ADURA

Deany Na
Chapter #10

Bab 9 - Reda

Hari itu cerah. Yena membeli sepotong roti tamis untuk sarapan sambil mengamati suasana kota Reda, pusat berdirinya Kerajaan Altair.


Dari luar, kota tampak makmur. Rakyat hilir-mudik menjalankan aktivitas, pedagang sibuk menawarkan dagangan, dan anak-anak berlarian di jalan.


Namun, jika menelisik lebih dalam, wajah sejahtera itu hanya topeng. Orang-orang tak berharta diperlakukan semena-mena. Banyak yang dijual lalu dijadikan budak, atau lebih buruk—dipaksa bekerja tanpa makanan hingga tubuh mereka remuk dan mati.


Yena, Adam, dan ibunya hanya bisa bertahan berkat pedang yang dikuasai Yena. Seandainya ia bukan siapa-siapa, mungkin dirinya sudah lama menjadi milik saudagar kaya.


Bangunan di kota Reda menjulang mewah. Dinding-dindingnya menggunakan kayu berkualitas tinggi dari Negeri Tropis, bahkan kini sebuah pohon bisa tumbuh di Negeri Alraml, bukan sekadar di sekitar oase.
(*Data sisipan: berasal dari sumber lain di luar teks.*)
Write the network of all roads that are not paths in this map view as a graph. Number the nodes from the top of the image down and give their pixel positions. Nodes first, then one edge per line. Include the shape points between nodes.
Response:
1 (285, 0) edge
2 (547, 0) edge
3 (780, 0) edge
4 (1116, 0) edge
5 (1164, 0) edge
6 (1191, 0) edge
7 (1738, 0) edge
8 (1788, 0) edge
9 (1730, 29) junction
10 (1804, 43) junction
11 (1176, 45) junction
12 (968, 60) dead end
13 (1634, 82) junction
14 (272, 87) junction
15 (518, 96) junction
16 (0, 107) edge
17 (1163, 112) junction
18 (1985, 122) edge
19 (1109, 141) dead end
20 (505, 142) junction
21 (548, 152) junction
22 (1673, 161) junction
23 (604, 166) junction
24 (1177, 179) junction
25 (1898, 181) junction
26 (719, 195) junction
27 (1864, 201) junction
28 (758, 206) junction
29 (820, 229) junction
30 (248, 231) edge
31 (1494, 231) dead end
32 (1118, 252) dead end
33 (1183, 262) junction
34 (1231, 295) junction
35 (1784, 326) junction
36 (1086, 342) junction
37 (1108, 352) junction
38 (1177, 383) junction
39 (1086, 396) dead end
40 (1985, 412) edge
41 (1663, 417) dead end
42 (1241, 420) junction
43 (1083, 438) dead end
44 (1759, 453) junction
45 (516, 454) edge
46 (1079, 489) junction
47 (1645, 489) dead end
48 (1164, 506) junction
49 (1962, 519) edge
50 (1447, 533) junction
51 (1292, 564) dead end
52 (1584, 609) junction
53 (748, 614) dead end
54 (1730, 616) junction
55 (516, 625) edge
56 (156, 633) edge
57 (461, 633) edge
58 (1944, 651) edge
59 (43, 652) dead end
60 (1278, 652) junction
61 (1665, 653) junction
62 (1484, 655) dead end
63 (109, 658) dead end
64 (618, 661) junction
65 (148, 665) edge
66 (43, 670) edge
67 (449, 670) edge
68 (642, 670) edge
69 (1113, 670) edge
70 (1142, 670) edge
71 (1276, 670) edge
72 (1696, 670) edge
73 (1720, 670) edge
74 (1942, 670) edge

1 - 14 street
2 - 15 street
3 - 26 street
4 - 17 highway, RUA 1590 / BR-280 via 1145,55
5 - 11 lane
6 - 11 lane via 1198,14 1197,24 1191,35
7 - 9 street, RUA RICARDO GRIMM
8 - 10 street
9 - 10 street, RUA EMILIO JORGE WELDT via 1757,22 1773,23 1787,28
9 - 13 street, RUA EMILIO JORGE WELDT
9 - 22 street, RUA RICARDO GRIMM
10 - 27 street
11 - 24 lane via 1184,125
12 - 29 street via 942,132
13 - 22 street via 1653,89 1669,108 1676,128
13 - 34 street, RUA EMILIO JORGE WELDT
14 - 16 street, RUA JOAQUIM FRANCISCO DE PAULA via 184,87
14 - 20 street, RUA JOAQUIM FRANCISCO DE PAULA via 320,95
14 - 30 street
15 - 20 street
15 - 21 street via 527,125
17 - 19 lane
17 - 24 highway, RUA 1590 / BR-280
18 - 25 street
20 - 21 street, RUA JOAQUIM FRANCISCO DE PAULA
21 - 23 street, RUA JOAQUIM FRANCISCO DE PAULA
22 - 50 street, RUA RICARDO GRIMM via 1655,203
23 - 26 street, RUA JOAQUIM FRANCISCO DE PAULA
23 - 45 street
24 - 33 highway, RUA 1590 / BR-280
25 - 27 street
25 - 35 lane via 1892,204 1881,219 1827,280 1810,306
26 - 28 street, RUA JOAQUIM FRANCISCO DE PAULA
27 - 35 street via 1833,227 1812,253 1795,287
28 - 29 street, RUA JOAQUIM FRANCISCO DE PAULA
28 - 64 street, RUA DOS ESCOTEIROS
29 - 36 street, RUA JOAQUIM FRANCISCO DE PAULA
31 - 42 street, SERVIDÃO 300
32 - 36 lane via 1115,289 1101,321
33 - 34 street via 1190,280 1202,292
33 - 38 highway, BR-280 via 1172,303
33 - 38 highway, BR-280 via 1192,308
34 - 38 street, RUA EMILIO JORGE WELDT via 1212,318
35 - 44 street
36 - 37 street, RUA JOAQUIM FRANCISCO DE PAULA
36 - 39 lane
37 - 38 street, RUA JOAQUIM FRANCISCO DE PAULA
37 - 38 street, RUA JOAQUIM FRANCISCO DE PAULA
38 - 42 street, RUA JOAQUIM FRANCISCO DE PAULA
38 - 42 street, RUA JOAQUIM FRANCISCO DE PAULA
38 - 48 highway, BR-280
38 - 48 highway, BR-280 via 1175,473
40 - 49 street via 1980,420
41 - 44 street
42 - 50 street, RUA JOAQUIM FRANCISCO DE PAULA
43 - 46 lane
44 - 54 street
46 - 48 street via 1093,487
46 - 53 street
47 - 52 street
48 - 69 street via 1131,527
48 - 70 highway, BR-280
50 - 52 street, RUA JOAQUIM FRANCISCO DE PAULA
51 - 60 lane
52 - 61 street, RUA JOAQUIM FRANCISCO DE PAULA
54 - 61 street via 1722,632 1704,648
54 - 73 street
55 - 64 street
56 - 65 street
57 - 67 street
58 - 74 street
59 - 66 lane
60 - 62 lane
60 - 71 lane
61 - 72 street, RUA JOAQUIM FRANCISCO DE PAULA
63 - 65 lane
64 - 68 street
Orang-orang dahulu pernah berkata, Negeri Alraml dulunya jauh berbeda. Bangunan masa lampau kebanyakan dibuat dari lumpur dan susu. Baru di tangan Raja Firan, kayu kualitas tinggi bisa mengalir deras ke negeri ini dengan harga murah. Meski begitu, tanah yang diolah dengan cara lama masih disulap menjadi bahan bangunan kokoh—lebih tahan air daripada lumpur dan susu. Bagi orang-orang kaya menengah ke atas, bahan lama itu tetap menjadi primadona, seakan menyimpan nilai sejarah sekaligus kekuatan.


Namun, di balik kemewahan, beberapa kota di Negeri Alraml justru mati perlahan. Dulu kota-kota itu sejahtera; salah satunya Mitri, yang bahkan pernah diganjar penghargaan khusus oleh raja terdahulu. Penduduknya dikenal setia dan penuh kebajikan. Akan tetapi, kesetiaan mereka pada penguasa justru membawa petaka. Kota Mitri runtuh, tenggelam dalam keterpurukan.


Mereka berakhir.


Dalam kesengsaraan.


Mungkin bagi orang seperti mereka, mati dalam derita lebih baik daripada hidup bahagia di atas penderitaan orang lain.


🍂🍂🍂


Roti habis dilahap, seiring langkah Yena yang kini mengarah ke istana. Dua pengawal membuka gerbang, membungkuk hormat, lalu mempersilahkannya masuk.


Dalam perjalanan, ia teringat sesuatu. Kakinya berbelok menuju tempat pelatihan calon prajurit.


Di sana, Syamsir tengah melatih murid-muridnya. Tubuhnya tinggi besar, berwibawa. Menurut Yena, sosok itu lebih cocok menjadi Panglima Perang dibanding Eden—dan pendapat itu tampaknya bukan hanya miliknya.


“Selamat pagi, Nona,” sapa Syamsir dengan senyum lebar, membiarkan anak didiknya berlatih satu sama lain.


Akibat kejadian semalam, Yena jadi gugup. Senyumnya kaku, seakan dipaksakan. Syamsir langsung menangkapnya.


“Ada yang salah? Mengapa Nona menatap saya seperti itu?”


“Ekhm, tidak. Saya hanya heran. Semalam Anda mabuk sekali. Tapi sekarang … Anda terlihat baik-baik saja.” Yena menyampirkan rambut hitamnya ke telinga, berusaha setenang mungkin.


Hari ini ia membiarkan rambut panjangnya terurai. Hitam berkilau, bergoyang lembut setiap langkahnya. Para lelaki di sana gagal fokus, termasuk Syamsir. Untung ia masih sanggup menjaga wibawa.


Syamsir berdehem keras, memberi peringatan pada murid-murid yang mencuri pandang. “Mari, Nona. Jangan berlama-lama di sini. Mereka tak akan bisa berlatih jika terus melihat Anda.”